**ACTIVITY:**
For the word "Rato", count the lines of the records that hold it, and give only that number.

--- --- ---

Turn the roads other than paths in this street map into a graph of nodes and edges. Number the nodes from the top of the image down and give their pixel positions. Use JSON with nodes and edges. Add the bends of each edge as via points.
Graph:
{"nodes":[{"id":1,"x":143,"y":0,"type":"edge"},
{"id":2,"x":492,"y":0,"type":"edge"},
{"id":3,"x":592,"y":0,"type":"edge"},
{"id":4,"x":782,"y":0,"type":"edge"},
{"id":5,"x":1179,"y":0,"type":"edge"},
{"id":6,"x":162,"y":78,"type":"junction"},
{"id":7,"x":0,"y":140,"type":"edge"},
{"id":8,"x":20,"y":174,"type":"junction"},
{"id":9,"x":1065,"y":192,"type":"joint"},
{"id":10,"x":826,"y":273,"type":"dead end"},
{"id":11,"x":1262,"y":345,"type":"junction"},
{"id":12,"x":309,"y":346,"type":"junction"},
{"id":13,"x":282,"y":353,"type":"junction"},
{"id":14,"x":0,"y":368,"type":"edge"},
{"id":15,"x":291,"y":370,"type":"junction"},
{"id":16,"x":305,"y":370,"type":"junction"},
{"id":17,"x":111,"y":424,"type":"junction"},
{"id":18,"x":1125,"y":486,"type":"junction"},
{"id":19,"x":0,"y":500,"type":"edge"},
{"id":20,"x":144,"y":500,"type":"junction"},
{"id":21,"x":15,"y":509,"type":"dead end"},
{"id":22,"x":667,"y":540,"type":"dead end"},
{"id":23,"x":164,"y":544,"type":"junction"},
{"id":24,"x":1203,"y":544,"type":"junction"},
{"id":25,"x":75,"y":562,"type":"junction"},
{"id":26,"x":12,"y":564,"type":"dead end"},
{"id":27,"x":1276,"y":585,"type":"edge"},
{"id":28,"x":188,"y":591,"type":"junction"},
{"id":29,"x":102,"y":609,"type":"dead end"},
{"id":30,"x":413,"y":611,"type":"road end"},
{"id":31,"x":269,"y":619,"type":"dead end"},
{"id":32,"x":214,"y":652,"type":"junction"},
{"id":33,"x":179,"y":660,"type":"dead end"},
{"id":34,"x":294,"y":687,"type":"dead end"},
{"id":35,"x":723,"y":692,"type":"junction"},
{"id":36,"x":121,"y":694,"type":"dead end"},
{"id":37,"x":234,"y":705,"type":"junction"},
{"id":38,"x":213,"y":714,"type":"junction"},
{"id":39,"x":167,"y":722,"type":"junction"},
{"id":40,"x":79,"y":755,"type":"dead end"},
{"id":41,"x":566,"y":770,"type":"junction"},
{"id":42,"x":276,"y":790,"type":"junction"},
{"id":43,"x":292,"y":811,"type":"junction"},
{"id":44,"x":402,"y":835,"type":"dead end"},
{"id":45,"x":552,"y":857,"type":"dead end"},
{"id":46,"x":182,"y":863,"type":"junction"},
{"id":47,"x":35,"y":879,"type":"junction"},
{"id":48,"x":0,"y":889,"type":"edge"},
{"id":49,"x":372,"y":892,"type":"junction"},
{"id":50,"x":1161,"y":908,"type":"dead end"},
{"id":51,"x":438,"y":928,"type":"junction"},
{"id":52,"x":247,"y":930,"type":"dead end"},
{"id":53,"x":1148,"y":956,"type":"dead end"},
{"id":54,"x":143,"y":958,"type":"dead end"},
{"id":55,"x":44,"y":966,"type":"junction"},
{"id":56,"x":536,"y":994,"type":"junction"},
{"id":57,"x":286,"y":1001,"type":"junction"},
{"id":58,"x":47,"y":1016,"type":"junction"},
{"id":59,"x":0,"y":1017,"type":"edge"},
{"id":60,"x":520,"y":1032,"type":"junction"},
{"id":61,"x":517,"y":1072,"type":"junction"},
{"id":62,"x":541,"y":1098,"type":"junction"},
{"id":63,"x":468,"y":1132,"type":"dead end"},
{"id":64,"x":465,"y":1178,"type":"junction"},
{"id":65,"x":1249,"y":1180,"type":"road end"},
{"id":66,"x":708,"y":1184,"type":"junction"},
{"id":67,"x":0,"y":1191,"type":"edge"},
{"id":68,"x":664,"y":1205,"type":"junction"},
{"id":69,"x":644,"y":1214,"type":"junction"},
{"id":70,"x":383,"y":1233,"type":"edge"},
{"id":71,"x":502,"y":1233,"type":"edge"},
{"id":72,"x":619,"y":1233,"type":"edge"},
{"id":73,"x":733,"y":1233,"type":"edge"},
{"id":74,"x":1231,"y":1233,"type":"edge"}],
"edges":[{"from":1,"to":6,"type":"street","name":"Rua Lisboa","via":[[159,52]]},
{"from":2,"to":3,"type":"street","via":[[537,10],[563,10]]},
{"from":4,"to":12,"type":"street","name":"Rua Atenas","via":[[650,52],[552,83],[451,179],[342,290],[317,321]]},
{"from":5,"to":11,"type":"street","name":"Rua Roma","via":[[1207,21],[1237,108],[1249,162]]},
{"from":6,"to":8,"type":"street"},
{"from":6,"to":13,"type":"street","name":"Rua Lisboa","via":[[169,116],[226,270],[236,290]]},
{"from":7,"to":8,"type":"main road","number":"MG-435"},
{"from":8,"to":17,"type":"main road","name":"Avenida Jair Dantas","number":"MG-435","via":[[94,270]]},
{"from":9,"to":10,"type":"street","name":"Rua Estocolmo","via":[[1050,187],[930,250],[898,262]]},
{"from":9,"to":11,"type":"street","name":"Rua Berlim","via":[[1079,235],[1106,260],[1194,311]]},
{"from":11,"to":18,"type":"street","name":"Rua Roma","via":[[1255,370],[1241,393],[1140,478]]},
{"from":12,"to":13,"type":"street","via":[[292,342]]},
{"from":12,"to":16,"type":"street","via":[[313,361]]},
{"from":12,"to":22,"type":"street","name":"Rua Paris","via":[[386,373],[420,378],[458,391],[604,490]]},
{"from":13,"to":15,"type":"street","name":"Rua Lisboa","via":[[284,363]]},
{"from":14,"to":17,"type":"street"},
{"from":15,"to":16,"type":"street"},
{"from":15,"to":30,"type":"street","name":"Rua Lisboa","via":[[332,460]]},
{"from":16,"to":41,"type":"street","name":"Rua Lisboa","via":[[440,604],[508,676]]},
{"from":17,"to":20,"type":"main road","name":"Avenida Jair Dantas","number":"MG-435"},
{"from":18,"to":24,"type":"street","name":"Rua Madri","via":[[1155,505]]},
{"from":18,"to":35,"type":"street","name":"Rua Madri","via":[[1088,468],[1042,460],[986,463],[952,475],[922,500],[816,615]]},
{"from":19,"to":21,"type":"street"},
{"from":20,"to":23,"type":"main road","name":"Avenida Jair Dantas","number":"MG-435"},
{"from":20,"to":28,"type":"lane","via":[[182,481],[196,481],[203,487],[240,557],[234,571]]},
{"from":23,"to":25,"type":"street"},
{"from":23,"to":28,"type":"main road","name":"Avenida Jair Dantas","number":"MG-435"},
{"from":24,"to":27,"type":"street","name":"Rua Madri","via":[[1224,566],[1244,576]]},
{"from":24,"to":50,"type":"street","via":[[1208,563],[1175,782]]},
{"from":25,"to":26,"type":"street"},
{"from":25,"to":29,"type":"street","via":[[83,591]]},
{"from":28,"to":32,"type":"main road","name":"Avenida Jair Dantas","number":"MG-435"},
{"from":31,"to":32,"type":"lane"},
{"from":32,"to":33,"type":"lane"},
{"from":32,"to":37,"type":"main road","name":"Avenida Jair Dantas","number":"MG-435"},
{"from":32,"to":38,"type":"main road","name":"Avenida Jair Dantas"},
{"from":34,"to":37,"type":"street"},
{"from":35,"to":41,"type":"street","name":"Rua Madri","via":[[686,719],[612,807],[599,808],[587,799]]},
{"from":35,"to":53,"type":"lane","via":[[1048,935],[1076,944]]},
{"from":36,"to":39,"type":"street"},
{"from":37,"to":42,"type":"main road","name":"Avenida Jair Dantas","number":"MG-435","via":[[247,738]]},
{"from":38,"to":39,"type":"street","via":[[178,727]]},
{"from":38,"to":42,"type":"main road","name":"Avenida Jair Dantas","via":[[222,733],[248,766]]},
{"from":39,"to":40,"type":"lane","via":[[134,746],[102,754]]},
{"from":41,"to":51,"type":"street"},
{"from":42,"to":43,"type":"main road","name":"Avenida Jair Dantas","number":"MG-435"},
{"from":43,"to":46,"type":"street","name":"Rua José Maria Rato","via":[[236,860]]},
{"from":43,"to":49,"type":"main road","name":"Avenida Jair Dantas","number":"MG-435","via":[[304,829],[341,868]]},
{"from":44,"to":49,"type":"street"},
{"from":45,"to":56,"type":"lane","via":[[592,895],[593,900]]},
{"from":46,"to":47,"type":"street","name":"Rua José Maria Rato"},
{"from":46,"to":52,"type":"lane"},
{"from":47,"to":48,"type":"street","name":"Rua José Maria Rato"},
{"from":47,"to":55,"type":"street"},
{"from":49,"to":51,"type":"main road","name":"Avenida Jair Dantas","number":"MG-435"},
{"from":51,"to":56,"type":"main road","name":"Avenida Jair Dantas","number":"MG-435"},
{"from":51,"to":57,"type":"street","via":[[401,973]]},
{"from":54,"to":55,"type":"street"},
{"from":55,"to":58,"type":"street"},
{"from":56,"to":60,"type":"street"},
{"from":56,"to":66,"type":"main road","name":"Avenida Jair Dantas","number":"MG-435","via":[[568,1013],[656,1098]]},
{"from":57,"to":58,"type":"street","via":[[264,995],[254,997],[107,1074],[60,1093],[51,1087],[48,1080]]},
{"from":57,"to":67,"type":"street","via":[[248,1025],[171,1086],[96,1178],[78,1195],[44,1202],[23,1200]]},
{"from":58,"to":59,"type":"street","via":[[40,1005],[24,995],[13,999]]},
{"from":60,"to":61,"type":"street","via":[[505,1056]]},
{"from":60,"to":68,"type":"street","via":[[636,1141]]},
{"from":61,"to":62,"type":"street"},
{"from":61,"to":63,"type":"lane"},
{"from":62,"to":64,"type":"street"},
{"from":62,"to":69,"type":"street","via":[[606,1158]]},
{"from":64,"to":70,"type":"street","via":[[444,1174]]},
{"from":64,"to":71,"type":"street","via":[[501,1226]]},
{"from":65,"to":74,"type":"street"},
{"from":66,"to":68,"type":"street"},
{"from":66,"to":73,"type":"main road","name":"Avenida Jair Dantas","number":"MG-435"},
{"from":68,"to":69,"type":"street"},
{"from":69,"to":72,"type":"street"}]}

--- --- ---

**ANSWER TO THIS EXERCISE:**
3